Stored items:
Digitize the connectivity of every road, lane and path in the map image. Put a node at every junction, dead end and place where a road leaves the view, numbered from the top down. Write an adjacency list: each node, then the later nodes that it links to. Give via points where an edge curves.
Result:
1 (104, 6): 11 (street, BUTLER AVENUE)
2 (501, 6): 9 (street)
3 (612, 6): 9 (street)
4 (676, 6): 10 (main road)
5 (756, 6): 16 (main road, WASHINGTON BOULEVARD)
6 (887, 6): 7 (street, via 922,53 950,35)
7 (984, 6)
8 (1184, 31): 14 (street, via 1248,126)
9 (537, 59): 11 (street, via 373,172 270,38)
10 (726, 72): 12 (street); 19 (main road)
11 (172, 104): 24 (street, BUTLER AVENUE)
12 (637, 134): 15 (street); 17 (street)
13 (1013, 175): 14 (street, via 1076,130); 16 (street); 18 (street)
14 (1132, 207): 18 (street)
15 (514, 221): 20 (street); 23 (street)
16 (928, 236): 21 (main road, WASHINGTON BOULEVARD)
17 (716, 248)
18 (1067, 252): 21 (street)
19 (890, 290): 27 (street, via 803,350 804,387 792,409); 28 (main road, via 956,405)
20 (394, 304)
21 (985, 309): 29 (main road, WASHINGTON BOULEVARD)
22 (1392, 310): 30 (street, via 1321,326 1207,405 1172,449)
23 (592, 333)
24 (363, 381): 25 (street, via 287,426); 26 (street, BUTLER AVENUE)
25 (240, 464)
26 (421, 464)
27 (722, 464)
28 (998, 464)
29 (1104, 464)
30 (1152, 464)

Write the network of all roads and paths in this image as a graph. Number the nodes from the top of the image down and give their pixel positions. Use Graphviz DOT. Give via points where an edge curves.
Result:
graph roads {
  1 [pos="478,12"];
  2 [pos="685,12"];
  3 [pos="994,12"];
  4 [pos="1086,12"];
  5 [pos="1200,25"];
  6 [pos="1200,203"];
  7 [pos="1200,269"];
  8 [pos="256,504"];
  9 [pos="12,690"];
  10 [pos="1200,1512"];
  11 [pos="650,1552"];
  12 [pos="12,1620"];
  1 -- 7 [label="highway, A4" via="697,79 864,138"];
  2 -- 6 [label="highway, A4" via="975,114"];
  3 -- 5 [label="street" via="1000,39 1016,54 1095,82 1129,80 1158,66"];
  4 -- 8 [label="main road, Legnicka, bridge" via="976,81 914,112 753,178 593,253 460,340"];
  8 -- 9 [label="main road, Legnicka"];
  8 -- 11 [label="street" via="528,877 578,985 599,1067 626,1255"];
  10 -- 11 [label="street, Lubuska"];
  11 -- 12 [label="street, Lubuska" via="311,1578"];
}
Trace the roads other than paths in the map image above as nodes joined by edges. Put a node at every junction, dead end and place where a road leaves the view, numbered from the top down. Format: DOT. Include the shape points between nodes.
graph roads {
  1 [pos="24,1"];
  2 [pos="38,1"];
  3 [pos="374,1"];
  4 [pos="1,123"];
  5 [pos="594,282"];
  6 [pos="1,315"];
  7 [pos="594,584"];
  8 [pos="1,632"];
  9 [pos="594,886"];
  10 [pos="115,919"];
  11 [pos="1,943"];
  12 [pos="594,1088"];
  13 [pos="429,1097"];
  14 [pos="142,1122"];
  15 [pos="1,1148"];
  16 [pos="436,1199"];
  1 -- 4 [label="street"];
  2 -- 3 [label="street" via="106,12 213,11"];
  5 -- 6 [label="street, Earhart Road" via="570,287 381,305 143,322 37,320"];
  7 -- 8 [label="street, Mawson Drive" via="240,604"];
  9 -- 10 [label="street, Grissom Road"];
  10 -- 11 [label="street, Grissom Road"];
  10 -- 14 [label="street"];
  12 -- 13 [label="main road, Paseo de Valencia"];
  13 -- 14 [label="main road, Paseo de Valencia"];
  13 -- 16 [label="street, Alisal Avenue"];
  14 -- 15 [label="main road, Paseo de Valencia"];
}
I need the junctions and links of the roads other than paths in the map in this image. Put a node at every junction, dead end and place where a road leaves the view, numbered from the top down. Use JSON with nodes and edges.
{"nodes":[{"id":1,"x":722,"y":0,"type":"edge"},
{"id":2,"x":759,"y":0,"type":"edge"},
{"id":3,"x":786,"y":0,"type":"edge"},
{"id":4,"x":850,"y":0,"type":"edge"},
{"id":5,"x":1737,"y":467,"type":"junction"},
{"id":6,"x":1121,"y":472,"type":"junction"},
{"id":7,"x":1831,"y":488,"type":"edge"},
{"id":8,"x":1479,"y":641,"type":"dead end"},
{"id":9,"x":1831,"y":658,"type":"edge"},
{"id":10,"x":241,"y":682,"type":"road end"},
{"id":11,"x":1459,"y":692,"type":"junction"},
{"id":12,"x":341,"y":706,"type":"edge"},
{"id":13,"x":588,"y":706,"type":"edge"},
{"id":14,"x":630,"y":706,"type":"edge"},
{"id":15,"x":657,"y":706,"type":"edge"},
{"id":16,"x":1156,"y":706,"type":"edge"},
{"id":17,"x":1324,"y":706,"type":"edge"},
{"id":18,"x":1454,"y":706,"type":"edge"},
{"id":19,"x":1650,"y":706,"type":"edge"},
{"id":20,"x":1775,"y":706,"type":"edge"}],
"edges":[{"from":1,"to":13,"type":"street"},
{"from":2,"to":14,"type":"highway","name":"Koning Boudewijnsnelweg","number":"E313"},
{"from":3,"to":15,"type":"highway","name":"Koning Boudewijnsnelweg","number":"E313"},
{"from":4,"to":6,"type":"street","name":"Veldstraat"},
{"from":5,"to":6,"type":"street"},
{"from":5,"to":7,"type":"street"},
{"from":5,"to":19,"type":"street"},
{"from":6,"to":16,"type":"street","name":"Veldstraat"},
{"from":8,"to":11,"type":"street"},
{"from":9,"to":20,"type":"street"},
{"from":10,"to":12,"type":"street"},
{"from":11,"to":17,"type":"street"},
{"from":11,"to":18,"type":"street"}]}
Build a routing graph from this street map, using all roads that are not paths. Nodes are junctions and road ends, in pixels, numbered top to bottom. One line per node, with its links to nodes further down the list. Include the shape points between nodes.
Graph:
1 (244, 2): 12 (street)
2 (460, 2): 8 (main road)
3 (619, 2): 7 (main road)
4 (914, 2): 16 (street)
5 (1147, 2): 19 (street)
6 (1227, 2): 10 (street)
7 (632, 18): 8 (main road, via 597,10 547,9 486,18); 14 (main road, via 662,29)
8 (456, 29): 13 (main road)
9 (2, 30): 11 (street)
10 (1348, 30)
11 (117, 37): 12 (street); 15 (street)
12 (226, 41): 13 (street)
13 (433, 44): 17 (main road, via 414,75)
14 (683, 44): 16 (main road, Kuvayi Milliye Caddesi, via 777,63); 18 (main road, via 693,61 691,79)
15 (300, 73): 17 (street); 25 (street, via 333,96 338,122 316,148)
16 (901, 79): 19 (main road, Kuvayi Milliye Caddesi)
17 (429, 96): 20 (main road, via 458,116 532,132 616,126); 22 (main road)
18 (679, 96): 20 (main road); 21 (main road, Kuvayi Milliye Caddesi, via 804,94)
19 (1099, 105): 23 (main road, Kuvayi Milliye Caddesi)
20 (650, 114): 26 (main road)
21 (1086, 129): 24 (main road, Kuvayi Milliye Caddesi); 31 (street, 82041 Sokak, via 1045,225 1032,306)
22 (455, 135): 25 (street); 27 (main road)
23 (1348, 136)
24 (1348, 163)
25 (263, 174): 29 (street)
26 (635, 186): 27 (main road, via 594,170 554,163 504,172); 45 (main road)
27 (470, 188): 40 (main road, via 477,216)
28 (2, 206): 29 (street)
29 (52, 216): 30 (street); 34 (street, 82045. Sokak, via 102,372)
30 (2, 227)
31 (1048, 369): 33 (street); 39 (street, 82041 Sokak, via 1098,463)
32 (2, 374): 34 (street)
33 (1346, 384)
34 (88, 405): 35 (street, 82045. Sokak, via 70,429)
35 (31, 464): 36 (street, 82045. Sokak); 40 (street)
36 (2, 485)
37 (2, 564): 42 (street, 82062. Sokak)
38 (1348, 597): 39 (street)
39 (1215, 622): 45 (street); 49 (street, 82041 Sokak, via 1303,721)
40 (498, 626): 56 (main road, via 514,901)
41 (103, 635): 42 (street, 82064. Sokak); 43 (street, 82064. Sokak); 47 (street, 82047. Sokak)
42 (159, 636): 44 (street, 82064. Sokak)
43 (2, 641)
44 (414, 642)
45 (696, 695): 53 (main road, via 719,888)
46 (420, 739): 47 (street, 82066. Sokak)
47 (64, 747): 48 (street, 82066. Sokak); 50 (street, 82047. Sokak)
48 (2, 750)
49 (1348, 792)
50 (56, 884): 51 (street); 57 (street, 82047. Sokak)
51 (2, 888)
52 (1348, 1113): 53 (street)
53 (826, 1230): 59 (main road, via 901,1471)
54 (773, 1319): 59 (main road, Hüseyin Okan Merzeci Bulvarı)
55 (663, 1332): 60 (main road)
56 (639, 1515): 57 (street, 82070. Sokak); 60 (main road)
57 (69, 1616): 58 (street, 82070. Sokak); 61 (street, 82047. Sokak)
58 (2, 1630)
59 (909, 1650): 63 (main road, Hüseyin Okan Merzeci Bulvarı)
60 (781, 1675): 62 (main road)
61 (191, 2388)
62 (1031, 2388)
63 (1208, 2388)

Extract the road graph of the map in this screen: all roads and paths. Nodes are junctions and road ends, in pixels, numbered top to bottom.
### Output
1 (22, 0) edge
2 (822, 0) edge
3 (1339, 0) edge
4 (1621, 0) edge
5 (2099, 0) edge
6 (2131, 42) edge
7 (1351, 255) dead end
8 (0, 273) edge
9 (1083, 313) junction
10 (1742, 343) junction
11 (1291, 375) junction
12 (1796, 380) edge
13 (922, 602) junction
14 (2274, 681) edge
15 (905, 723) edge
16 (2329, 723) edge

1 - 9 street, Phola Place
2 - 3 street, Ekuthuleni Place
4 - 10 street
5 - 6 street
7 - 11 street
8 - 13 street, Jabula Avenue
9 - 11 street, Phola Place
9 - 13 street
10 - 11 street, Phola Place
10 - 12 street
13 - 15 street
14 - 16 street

Exercise: Read through the entries above, and wherever a line holds the string "ends", copy it.

Answer:
Build a routing graph from this street map, using all roads that are not paths. Nodes are junctions and road ends, in pixels, numbered top to bottom. One line per node, with its links to nodes further down the list. Include the shape points between nodes.
Extract the road graph of the map in this screen: all roads and paths. Nodes are junctions and road ends, in pixels, numbered top to bottom.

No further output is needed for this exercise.